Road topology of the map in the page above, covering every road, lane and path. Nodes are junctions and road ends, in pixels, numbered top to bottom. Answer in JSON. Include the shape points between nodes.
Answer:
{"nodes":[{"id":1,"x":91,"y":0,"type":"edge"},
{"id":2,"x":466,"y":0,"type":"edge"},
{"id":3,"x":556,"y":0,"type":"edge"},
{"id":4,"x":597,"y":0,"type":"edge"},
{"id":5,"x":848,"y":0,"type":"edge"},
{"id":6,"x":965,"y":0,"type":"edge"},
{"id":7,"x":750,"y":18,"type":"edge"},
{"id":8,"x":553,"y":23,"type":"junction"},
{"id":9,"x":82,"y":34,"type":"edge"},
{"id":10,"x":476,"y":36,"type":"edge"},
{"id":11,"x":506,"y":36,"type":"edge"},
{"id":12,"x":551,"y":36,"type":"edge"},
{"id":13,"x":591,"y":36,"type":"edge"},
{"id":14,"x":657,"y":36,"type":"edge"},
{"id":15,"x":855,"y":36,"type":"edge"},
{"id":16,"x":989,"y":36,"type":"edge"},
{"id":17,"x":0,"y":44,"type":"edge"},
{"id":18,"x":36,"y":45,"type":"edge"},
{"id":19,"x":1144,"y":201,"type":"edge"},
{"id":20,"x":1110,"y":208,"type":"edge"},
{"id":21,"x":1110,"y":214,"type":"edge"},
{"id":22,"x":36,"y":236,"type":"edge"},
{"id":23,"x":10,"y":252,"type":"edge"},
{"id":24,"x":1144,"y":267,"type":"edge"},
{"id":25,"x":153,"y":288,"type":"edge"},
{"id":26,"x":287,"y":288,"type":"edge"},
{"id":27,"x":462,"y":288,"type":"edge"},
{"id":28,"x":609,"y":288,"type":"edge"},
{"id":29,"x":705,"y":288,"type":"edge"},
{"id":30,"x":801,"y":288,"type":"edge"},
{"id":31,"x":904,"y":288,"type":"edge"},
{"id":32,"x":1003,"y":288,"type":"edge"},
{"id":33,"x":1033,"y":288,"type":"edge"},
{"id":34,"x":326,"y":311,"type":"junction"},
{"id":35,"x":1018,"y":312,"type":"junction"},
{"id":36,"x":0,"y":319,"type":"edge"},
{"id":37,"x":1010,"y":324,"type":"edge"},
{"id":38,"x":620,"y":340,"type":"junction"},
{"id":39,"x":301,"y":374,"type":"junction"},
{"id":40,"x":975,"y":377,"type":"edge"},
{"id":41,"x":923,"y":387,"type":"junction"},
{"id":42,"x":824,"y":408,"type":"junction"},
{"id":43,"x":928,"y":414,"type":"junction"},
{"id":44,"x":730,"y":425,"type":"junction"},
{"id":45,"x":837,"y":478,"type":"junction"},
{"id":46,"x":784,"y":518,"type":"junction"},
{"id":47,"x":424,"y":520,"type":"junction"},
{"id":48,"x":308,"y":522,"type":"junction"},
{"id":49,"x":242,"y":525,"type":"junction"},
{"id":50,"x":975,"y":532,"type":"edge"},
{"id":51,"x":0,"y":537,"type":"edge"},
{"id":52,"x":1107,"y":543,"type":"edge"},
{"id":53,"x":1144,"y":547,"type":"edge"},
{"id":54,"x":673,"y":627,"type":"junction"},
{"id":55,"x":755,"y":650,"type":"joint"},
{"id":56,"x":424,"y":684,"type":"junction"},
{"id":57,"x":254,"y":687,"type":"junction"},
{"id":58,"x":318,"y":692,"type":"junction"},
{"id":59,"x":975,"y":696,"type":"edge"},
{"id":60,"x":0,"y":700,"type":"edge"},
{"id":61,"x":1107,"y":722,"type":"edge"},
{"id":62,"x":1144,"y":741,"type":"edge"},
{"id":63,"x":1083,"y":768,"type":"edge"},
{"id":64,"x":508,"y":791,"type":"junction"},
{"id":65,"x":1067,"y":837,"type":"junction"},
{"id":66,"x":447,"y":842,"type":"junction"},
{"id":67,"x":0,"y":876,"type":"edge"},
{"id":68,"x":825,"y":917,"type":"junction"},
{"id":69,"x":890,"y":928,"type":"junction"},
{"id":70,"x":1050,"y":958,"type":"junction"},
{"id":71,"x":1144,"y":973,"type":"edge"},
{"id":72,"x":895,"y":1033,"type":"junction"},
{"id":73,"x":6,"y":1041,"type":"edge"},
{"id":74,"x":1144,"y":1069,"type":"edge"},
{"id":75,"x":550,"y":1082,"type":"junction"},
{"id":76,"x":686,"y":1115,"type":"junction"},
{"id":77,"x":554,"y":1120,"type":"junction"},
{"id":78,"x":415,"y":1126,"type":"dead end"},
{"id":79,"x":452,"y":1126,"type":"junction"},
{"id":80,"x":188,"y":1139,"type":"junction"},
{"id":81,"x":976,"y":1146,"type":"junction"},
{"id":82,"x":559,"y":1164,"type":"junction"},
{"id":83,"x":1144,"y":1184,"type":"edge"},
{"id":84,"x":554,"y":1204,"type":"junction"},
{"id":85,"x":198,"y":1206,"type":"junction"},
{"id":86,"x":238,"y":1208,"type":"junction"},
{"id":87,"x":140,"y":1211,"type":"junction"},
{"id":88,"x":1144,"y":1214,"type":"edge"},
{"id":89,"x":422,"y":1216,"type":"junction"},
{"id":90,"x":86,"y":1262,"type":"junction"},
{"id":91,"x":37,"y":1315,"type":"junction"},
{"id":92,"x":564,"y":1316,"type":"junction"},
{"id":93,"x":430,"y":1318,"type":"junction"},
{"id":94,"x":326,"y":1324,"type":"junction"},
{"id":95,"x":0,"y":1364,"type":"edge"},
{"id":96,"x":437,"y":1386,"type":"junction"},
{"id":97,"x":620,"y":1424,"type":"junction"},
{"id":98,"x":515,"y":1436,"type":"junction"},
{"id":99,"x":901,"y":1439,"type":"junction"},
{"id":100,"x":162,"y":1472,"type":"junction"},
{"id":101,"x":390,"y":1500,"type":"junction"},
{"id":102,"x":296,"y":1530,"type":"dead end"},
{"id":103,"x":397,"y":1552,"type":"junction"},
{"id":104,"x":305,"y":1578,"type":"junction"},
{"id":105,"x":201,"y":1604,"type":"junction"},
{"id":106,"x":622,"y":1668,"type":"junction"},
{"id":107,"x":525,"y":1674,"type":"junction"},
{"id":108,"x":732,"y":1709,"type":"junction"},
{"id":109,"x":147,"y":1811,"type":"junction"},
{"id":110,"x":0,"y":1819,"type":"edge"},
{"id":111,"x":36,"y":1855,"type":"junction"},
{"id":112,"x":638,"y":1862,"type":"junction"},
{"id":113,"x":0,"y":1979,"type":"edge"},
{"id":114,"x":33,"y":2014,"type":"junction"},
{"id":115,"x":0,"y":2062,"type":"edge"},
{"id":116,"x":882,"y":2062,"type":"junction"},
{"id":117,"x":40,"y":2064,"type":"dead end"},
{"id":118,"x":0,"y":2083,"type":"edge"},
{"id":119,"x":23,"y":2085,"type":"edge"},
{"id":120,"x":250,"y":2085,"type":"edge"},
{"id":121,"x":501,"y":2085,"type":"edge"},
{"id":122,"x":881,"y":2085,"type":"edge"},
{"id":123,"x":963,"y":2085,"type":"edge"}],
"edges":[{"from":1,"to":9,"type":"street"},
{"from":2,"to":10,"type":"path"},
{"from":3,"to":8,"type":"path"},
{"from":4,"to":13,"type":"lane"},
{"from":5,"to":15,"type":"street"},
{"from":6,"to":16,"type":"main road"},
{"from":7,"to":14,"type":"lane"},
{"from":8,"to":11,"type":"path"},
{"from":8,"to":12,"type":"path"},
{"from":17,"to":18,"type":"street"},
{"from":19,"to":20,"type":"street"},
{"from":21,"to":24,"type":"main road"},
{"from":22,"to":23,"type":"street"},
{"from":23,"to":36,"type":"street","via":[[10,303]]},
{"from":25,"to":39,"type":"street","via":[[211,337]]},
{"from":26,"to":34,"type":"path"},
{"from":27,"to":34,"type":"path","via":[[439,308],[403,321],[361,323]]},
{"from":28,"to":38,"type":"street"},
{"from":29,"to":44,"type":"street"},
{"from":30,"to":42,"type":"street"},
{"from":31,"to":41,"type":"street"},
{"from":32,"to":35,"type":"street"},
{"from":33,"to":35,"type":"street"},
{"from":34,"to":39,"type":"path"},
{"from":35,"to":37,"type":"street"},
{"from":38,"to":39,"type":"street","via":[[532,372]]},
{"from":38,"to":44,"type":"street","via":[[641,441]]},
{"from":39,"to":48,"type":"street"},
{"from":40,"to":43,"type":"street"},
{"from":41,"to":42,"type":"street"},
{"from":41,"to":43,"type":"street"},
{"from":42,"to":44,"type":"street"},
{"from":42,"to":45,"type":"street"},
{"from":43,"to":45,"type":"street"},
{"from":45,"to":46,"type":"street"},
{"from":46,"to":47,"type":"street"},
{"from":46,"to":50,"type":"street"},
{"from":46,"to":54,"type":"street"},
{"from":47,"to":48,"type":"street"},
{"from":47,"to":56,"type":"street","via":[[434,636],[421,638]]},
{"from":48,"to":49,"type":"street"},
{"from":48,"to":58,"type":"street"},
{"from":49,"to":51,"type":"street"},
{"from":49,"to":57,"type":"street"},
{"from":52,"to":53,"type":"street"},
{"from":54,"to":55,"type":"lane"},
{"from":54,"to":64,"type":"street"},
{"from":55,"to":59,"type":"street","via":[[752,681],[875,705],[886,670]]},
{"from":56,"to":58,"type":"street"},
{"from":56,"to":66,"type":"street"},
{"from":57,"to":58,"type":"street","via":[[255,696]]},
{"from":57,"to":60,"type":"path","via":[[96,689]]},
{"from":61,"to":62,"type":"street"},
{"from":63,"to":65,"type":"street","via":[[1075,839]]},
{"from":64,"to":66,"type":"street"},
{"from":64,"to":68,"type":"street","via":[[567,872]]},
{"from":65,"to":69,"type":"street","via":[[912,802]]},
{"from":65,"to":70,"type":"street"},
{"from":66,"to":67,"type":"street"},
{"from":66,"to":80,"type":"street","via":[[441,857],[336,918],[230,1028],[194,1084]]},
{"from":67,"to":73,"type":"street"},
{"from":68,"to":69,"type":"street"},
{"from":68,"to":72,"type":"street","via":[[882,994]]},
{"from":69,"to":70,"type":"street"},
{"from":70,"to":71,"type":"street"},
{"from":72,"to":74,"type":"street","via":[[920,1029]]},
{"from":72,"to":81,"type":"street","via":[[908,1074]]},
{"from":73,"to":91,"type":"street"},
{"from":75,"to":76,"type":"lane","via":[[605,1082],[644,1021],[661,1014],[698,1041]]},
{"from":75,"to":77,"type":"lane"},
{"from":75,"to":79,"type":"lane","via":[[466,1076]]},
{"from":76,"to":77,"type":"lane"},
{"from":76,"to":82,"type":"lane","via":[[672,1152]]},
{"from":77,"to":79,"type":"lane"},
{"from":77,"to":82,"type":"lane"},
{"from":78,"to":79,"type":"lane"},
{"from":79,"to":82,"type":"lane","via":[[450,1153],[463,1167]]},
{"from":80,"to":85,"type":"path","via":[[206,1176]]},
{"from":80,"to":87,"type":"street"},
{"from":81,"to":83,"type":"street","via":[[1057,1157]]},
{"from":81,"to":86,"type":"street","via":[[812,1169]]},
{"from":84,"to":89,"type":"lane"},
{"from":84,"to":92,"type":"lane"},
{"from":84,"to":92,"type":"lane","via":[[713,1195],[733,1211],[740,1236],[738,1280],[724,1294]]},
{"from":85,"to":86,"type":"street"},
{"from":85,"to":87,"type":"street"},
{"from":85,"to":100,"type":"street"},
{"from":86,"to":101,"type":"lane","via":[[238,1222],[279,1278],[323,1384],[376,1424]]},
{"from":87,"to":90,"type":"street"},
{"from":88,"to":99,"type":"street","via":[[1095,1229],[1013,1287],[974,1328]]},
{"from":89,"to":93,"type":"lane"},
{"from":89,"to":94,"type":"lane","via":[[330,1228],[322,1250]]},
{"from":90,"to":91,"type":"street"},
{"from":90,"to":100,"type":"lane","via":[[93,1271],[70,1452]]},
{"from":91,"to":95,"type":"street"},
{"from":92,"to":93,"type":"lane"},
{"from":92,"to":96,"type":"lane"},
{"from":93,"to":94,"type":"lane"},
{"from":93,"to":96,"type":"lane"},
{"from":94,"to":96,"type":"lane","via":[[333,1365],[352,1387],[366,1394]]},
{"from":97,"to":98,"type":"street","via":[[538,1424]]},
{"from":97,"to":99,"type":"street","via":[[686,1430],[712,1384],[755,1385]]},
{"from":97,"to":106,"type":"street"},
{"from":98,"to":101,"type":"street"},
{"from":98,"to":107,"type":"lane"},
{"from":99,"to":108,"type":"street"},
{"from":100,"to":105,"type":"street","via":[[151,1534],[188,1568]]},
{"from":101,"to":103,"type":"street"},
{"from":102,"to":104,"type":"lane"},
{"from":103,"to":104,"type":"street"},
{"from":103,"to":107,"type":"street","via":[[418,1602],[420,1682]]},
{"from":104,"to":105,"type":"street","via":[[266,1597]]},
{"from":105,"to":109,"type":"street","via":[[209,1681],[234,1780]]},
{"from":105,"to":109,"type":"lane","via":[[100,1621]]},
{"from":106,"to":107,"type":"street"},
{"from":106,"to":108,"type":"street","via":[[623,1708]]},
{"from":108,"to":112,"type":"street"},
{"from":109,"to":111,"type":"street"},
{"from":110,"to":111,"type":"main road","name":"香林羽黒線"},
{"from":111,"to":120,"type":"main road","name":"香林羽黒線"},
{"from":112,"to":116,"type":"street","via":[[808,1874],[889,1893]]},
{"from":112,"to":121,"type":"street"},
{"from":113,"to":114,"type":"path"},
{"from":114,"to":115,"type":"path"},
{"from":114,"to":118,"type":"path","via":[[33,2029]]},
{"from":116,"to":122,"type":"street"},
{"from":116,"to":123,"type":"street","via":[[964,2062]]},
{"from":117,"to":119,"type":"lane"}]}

########

__EXERCISE AIM__.
Going through the lines above one by one, tally those with the word "nodes" and give only the total.

__ANSWER TO THE PROBLEM__.
2